He tried to call Erin again, but the line was still busy.
The cold weight of dread built inside him, swelling into panic.
Erin was dismayed by the messages on her machine. She paced back and forth next to the phone table, trying to sort out her thoughts. She didn’t want to talk to Nick, that was for sure. She didn’t want to talk to Lydia, either. And she really didn’t want to confront the whole Mueller issue with Connor as nervous and overprotective as he currently was. The timing was just awful.
But this was the day. She had to have it out with him and be strong, no matter how upset he got. Her professional future depended on it. Anyone could see it. Connor was just going to have to see it, too.
She picked up the phone to dial Connor’s cell number. It rang in her hand, and she was so startled, she almost dropped the thing.
She clicked the line open. “Hello?” she said cautiously.
“Hey, this is Erin, right? It’s Nick. I’m glad I caught you. Is Connor there?”
“No,” she said. “Call his cell phone if you want to talk to—”
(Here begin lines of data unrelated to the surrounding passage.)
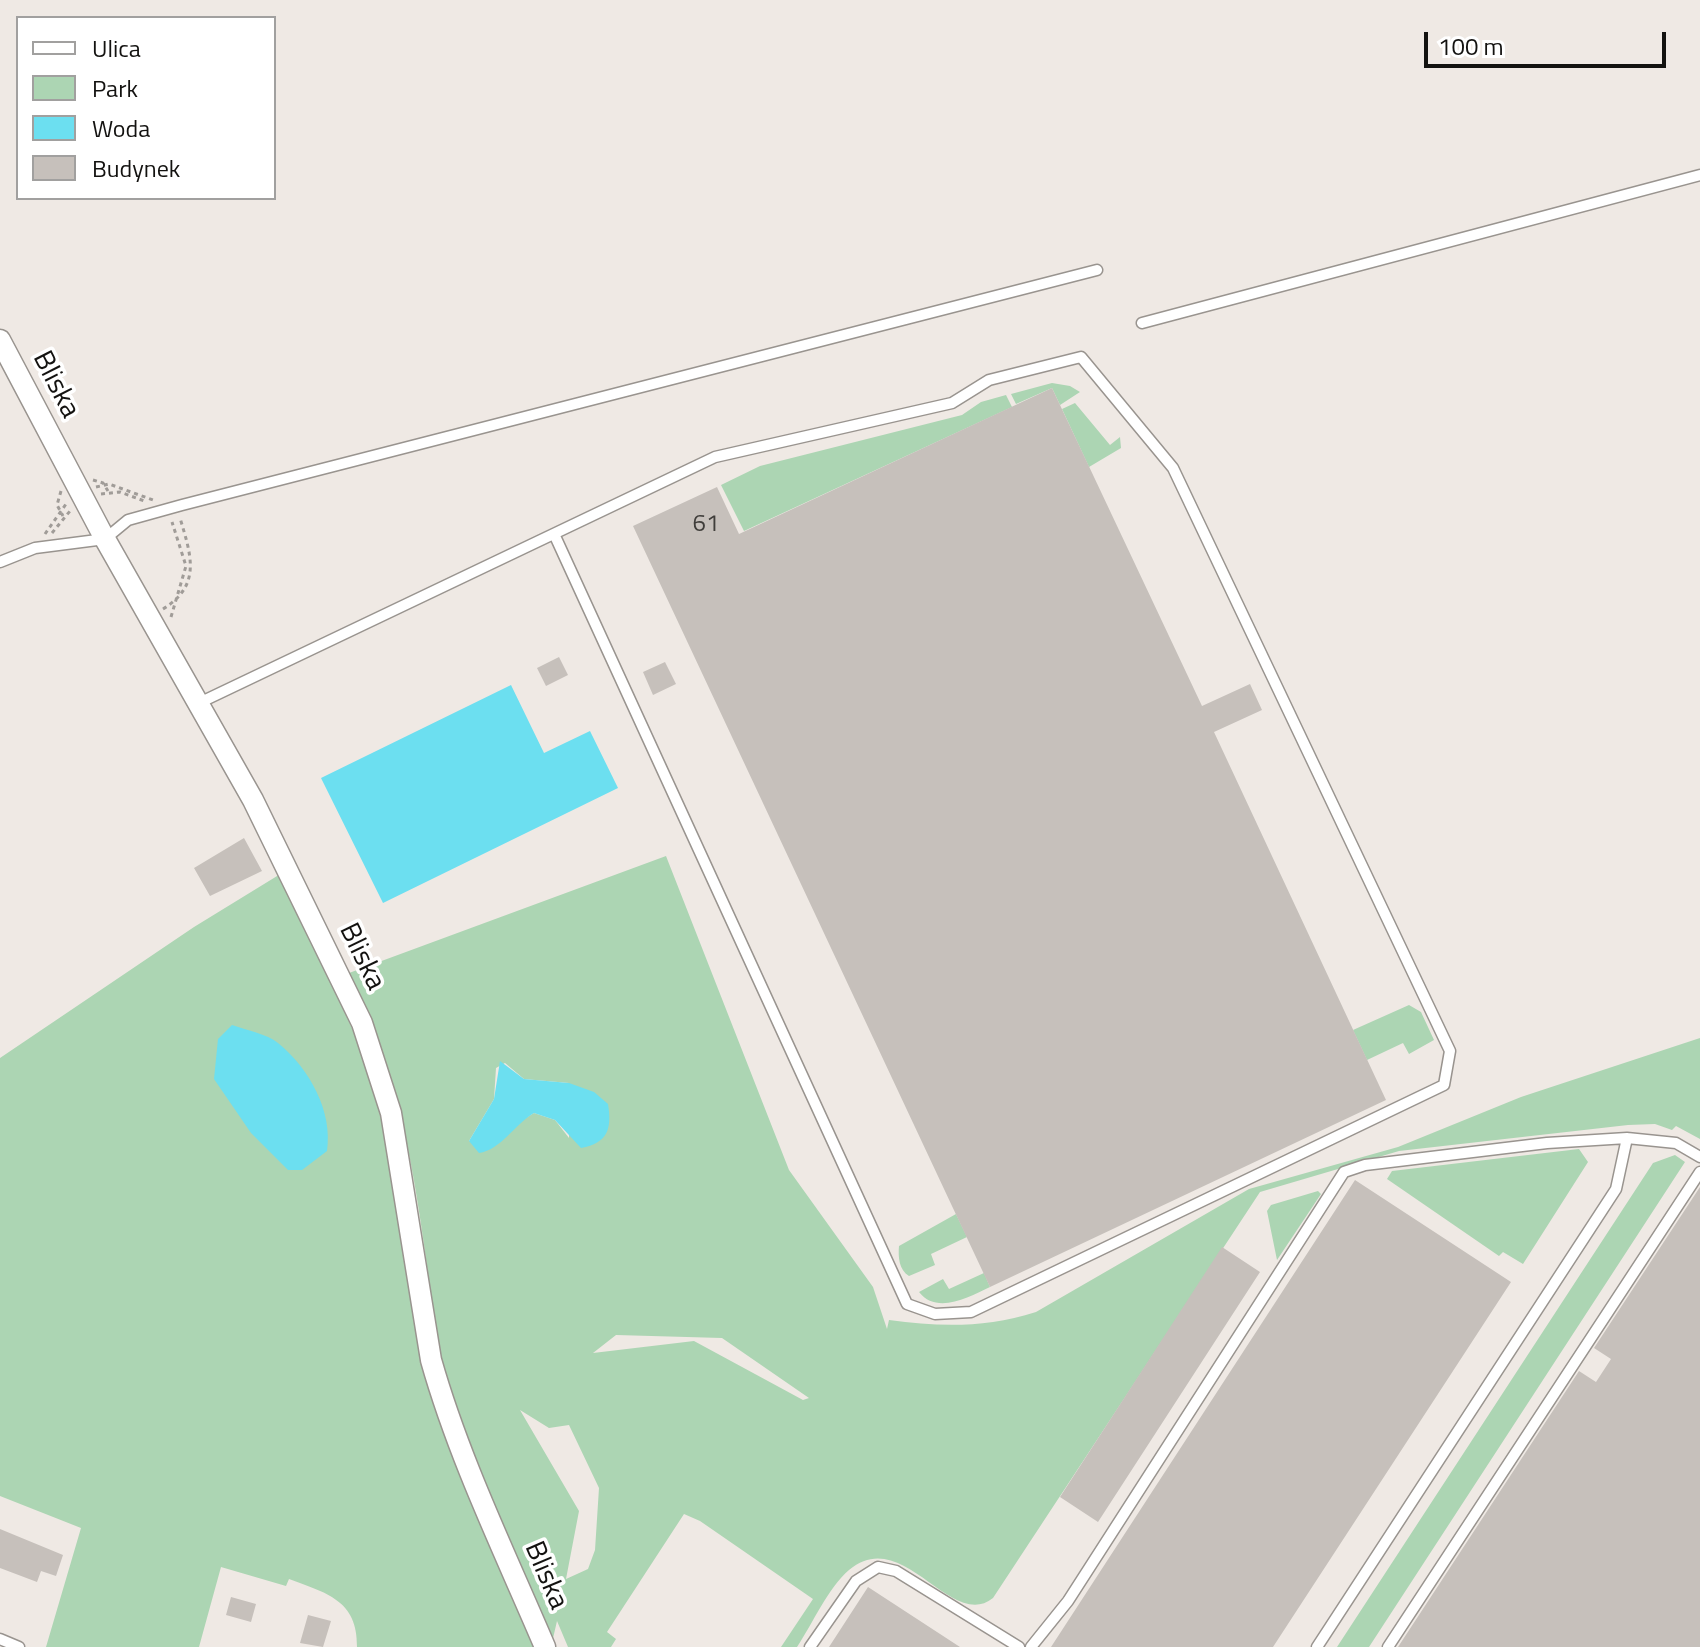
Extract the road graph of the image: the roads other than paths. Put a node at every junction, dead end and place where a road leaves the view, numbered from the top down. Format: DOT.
graph roads {
  1 [pos="1700,175"];
  2 [pos="1097,270"];
  3 [pos="1142,323"];
  4 [pos="0,340"];
  5 [pos="555,536"];
  6 [pos="105,539"];
  7 [pos="0,562"];
  8 [pos="199,703"];
  9 [pos="1627,1138"];
  10 [pos="1700,1157"];
  11 [pos="1700,1172"];
  12 [pos="0,1639"];
  13 [pos="19,1647"];
  14 [pos="545,1647"];
  15 [pos="810,1647"];
  16 [pos="1019,1647"];
  17 [pos="1031,1647"];
  18 [pos="1317,1647"];
  19 [pos="1388,1647"];
  1 -- 3 [label="lane"];
  2 -- 6 [label="lane"];
  4 -- 6 [label="street, Bliska"];
  5 -- 5 [label="lane"];
  5 -- 8 [label="lane"];
  6 -- 7 [label="lane"];
  6 -- 8 [label="street, Bliska"];
  8 -- 14 [label="street, Bliska"];
  9 -- 10 [label="lane"];
  9 -- 17 [label="lane"];
  9 -- 18 [label="lane"];
  11 -- 19 [label="lane"];
  12 -- 13 [label="lane"];
  15 -- 16 [label="lane"];
}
“No, Erin. I don’t want to talk to Connor. I want to talk to you.”
Her knees wobbled in trepidation, and she sat down hard on the stairs, jolting her tailbone. “What about?”
“You were with him last night at the Alley Cat, right? When he and his brother pounded Billy Vega to a pulp?”
“No, Nick, I was there when he and his brother were surrounded by nine big guys who all proceeded to attack them at once, and who got exactly what they deserved. Why do you ask?”
“I’m not interested in the nine guys, Erin. I’m interested in Connor’s interest in Billy Vega.”
“That guy hurt my little sister, Nick. He hit her, and terrorized her, and God only knows what else. So don’t ask me to feel sorry for—”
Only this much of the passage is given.